Nueva Jersey -- El presidente de EE.UU., Barack Obama, prometió hoy ayuda para los damnificados por el ciclón Sandy y aseguró que el país superará esta crisis, porque no dejamos a nadie atrás, al inspeccionar los daños en la zona costera de Nueva Jersey.
Obama sobrevoló en el helicóptero presidencial una de las zonas costeras más golpeadas por el ciclón en Nueva Jersey en compañía del gobernador republicano, Chris Christie, y posteriormente visitó a damnificados en la localidad de Brigantine, a quienes prometió ayuda.
Es muy importante que sepan que hay ayuda disponible ahora mismo, por ejemplo, para alquilar vivienda o para comprar algunos alimentos y otros artículos de primera necesidad, declaró Obama, flanqueado por Christie y frente a tres botes cubiertos con una lona azul y apilados en medio de una estrecha calle.
Atravesamos tiempos difíciles, pero nos recuperamos. Y la razón por la que nos recuperamos es porque nos cuidamos entre nosotros y no dejamos a nadie atrás, agregó más adelante.
Mi compromiso con la gente en esta cuadra, en esta comunidad y en este estado es que ese mismo espíritu se mantendrá hasta que completemos nuestro trabajo, afirmó.
Obama señaló que el principal objetivo de su administración está en ayudar a Nueva Jersey, el estado más golpeado, y a Nueva York, en particular las zonas de Manhattan y Long Island, así como zonas en Connecticut y West Virginia.
Obama enfatizó que la máxima prioridad de su administración es el restablecimiento del suministro eléctrico, y reiteró: no vamos a tolerar las trabas burocráticas que impidan las labores de recuperación.
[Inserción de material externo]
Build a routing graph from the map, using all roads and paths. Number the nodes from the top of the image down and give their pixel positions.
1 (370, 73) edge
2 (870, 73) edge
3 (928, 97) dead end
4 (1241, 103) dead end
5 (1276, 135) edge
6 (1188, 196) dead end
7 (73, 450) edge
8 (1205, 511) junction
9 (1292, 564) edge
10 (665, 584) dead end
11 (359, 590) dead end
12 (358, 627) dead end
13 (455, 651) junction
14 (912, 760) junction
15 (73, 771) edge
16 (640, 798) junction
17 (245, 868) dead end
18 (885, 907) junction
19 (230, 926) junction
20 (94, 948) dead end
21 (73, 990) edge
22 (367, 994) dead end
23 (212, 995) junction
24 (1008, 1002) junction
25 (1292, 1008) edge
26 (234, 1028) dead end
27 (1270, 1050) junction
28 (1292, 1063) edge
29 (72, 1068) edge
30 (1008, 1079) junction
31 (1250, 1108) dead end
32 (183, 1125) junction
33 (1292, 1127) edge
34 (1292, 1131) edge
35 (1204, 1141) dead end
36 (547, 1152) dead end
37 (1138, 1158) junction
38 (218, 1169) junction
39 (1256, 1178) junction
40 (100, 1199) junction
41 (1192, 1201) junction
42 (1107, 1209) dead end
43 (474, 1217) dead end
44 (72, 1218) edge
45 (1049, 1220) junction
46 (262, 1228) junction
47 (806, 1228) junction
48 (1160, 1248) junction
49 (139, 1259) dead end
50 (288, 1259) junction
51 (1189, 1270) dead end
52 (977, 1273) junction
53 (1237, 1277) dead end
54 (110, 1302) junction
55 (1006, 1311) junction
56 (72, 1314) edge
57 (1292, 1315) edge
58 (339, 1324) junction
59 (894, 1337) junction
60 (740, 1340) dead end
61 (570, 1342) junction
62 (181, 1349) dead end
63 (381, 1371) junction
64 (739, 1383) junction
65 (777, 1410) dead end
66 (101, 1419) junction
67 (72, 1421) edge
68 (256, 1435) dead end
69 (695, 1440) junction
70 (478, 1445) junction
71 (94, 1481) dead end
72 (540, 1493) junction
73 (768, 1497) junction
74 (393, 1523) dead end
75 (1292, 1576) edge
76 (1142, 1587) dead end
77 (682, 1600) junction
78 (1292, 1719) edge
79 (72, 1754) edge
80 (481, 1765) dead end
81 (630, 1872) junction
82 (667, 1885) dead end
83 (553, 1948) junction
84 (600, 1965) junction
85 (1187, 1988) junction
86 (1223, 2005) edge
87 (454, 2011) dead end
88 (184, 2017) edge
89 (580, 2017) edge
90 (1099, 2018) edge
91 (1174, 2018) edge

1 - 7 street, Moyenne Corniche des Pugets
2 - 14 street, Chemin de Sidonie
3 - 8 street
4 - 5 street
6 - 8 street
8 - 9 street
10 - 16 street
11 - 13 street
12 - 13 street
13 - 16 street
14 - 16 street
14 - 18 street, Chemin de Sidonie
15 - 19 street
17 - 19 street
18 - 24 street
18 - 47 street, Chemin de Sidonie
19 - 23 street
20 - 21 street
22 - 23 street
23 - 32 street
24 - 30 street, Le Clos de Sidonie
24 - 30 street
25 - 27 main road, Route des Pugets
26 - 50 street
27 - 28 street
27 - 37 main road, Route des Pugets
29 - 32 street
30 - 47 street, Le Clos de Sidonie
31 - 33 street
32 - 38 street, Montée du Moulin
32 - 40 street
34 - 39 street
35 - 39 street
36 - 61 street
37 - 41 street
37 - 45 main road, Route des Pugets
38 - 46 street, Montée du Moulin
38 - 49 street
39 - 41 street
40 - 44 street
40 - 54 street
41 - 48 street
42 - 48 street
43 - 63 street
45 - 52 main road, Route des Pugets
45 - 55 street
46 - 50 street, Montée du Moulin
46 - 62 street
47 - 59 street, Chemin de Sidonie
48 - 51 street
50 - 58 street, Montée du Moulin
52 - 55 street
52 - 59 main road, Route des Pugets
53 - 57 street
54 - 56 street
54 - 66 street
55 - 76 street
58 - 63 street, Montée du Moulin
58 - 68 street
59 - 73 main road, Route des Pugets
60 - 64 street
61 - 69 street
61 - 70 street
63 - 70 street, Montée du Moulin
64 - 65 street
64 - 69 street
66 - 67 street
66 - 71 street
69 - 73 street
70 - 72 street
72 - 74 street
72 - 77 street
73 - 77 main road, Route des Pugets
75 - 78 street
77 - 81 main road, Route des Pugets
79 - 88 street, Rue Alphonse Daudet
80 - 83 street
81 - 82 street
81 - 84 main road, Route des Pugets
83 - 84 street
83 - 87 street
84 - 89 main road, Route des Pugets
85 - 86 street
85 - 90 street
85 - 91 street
Por su parte, Christie elogió nuevamente que Obama se haya puesto en acción de inmediato para ayudarnos, para que Nueva Jersey y todos los servicios de luz y agua potable regresen a la normalidad.
En los últimos días, Christie, uno de los más férreos críticos de Obama, se ha deshecho en elogios hacia la labor del gobierno federal para ayudar a los damnificados.
Entretanto, la ciudad de Nueva York sigue dando pequeños pasos en el lento retorno a la normalidad tras el destructor paso de la tormenta Sandy, con mejoras paulatinas en el transporte público mientras millones de personas del área siguen sin electricidad, ni teléfono.
La cifra de muertos sigue aumentando y el alcalde, Michael Bloomberg, indicó que puede alcanzar la treintena solo en la ciudad, mientras miles de trabajadores de servicios públicos y soldados continúan laborando en los estados de Nueva York y Nueva Jersey para rescatar a personas aisladas y tratar de restaurar los servicios básicos.
En la Gran Manzana, una de las claves para resucitar la ciudad está en los transportes públicos, que se recuperan poco a poco entre los enormes atascos de tráfico del miércoles a causa de que muchas personas intentaron llegar al trabajo en automóvil.
Los autobuses funcionan de forma completa y gratuita y el jueves comenzará a rodar, aunque de forma limitada, el metro, que es la arteria vital de esta ciudad con sus 23 líneas y 468 estaciones.